Top Papers on AI in education this week:
- AI Tutors Still Trail Human Teachers – Schools like Alpha are betting big on AI instruction, but the evidence has not caught up. Penn State’s Gerald LeTendre reviewed the research and found no clear win for AI tutors over human ones. A 2020 NBER analysis showed human tutoring drives consistent gains across subjects and ages. His takeaway is practical. Use AI to support teachers, not to replace the relationships that make learning stick.

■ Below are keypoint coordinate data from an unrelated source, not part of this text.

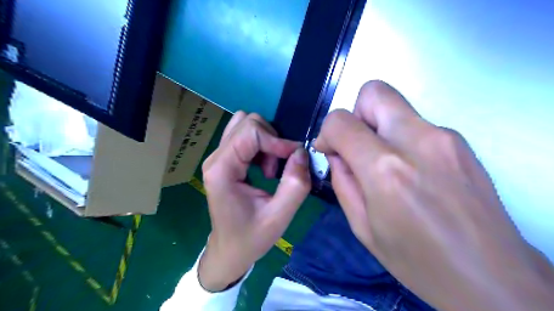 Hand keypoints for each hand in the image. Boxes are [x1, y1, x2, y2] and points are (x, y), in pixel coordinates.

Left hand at [199, 110, 310, 291]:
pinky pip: (244, 136)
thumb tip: (302, 152)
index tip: (294, 158)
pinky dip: (261, 145)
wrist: (229, 250)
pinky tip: (264, 168)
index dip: (277, 140)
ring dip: (266, 141)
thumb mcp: (278, 217)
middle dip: (271, 139)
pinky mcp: (224, 160)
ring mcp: (218, 157)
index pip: (250, 131)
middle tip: (277, 168)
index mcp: (222, 170)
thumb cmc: (250, 237)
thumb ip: (295, 184)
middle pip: (247, 122)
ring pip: (245, 125)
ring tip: (270, 169)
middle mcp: (215, 157)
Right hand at [314, 80, 550, 310]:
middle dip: (355, 114)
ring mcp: (444, 136)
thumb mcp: (362, 227)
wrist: (491, 277)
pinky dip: (401, 138)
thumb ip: (342, 182)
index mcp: (385, 170)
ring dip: (378, 128)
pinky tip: (410, 172)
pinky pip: (416, 124)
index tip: (329, 150)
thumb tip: (336, 154)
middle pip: (374, 92)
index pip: (341, 121)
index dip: (327, 132)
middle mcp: (417, 141)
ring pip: (396, 106)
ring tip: (385, 166)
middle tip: (357, 147)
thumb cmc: (417, 260)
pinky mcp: (461, 141) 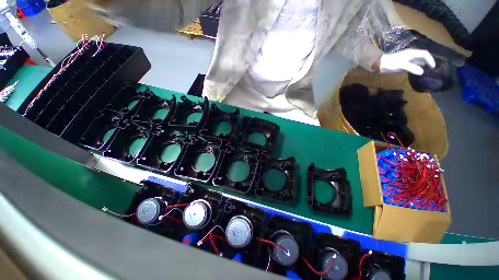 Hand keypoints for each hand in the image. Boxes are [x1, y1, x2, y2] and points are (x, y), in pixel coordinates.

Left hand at [379, 49, 435, 75]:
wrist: (380, 64)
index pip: (425, 54)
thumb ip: (412, 68)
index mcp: (412, 53)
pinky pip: (413, 65)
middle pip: (423, 57)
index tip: (433, 67)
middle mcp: (411, 55)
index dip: (430, 59)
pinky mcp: (404, 63)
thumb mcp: (402, 65)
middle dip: (428, 62)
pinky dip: (417, 67)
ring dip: (423, 65)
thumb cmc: (391, 63)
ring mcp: (407, 59)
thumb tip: (422, 72)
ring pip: (418, 61)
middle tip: (431, 70)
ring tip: (427, 71)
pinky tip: (417, 72) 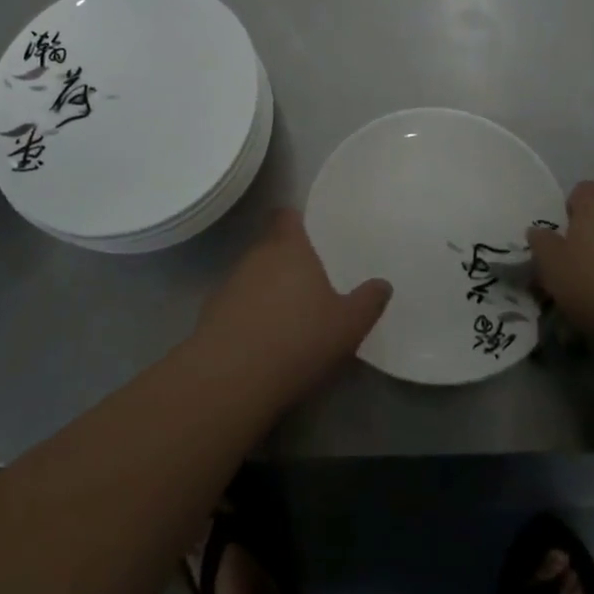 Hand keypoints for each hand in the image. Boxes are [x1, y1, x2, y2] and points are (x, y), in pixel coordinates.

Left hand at [195, 210, 391, 397]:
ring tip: (287, 316)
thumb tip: (383, 284)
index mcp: (289, 248)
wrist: (230, 378)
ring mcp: (229, 283)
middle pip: (270, 246)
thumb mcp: (347, 325)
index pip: (286, 215)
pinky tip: (261, 341)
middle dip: (286, 260)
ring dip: (266, 289)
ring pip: (252, 275)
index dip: (296, 221)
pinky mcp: (211, 313)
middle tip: (309, 282)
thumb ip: (367, 301)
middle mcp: (256, 256)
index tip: (310, 234)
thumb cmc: (297, 339)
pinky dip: (248, 314)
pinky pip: (236, 303) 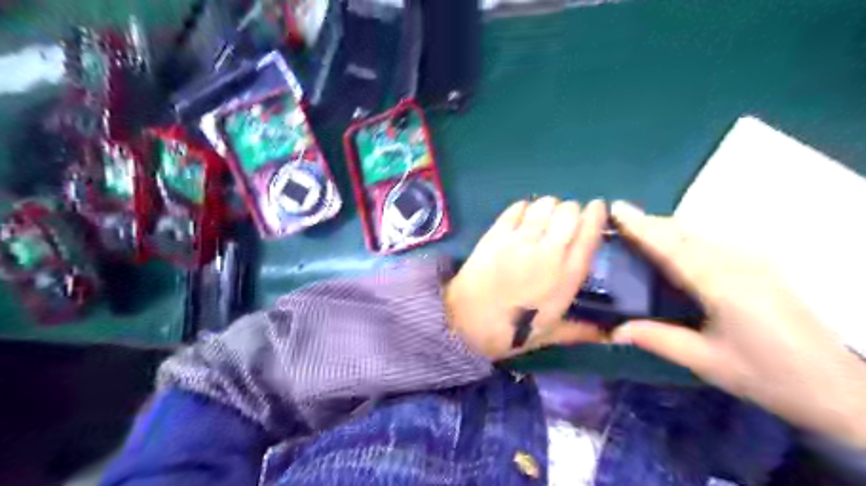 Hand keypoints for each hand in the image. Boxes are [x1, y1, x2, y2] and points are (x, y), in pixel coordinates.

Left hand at [442, 197, 604, 360]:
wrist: (467, 324)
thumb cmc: (512, 332)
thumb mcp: (552, 333)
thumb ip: (583, 330)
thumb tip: (611, 335)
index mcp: (566, 276)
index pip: (590, 232)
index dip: (597, 214)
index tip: (597, 208)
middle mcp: (547, 252)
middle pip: (569, 211)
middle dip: (571, 210)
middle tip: (564, 220)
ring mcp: (519, 241)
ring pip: (544, 205)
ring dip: (548, 207)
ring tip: (543, 217)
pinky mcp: (496, 235)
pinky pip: (516, 208)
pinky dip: (523, 208)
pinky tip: (522, 216)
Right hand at [608, 200, 865, 448]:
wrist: (835, 386)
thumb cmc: (767, 375)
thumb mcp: (706, 362)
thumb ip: (657, 339)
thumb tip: (614, 330)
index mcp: (723, 287)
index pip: (673, 248)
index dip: (642, 227)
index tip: (616, 208)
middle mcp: (738, 264)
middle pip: (685, 233)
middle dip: (649, 223)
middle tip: (618, 220)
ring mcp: (753, 262)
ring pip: (700, 234)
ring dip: (666, 228)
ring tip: (637, 230)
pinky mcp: (759, 266)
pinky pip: (712, 242)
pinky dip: (685, 237)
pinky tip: (673, 245) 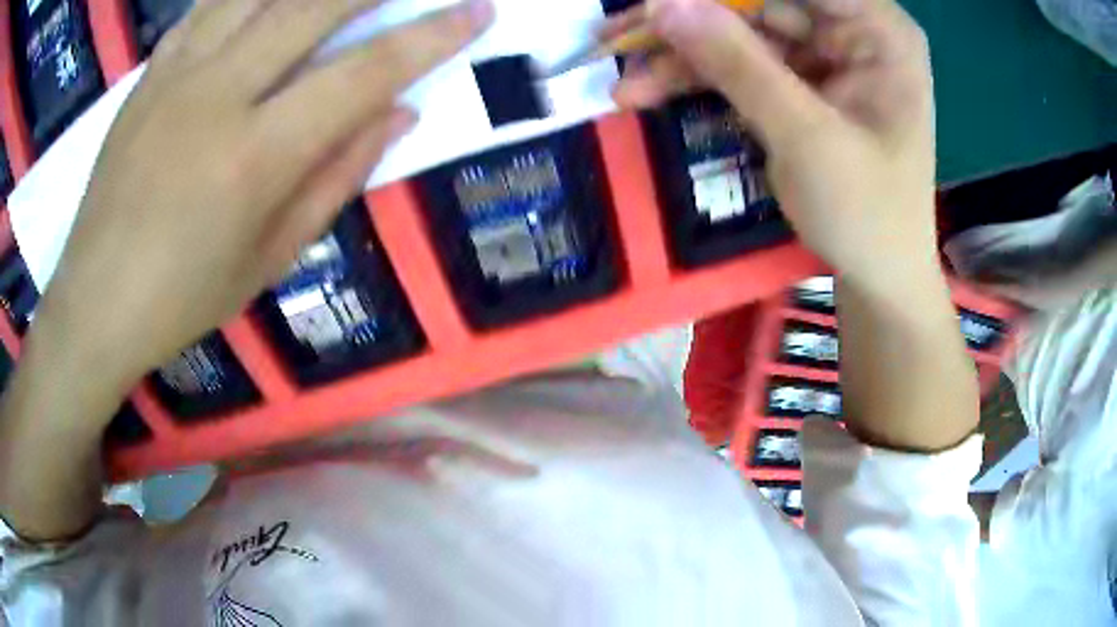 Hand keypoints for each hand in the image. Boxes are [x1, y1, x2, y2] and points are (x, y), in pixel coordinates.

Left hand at [35, 0, 494, 389]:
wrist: (95, 300)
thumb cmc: (183, 298)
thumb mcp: (270, 258)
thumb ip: (337, 178)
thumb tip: (399, 114)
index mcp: (256, 155)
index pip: (364, 74)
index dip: (431, 37)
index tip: (476, 12)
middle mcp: (218, 94)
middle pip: (314, 5)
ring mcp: (177, 74)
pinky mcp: (150, 72)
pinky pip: (208, 4)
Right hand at [614, 0, 937, 293]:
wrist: (877, 278)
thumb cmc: (866, 214)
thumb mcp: (806, 137)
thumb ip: (738, 63)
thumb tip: (663, 4)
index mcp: (879, 31)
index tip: (663, 2)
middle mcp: (852, 31)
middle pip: (761, 3)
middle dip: (690, 19)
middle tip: (617, 35)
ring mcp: (823, 56)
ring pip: (739, 32)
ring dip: (681, 54)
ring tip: (624, 80)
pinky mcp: (798, 82)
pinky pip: (739, 64)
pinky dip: (696, 77)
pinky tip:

- Grading Essays When the Rubric Keeps Changing – Automated essay scorers often break the moment you swap the grading criteria. This paper tackles cross-rubric generalization for critical-thinking essays. The authors test whether a model trained on one rubric can score fairly under a different one. Presented at a SIGKDD 2026 education workshop, the work targets a real classroom headache. Rubrics rarely stay fixed.
- Writing Harder Questions, in Many Languages – Good assessment needs questions that push past recall, and that is tough to automate. Suna-Şeyma Uçar and colleagues built a system to generate high-order questions across multiple languages. The aim is deeper thinking for multilingual classrooms, not just fact retrieval. It is a step toward assessment tools that work well beyond English-only settings.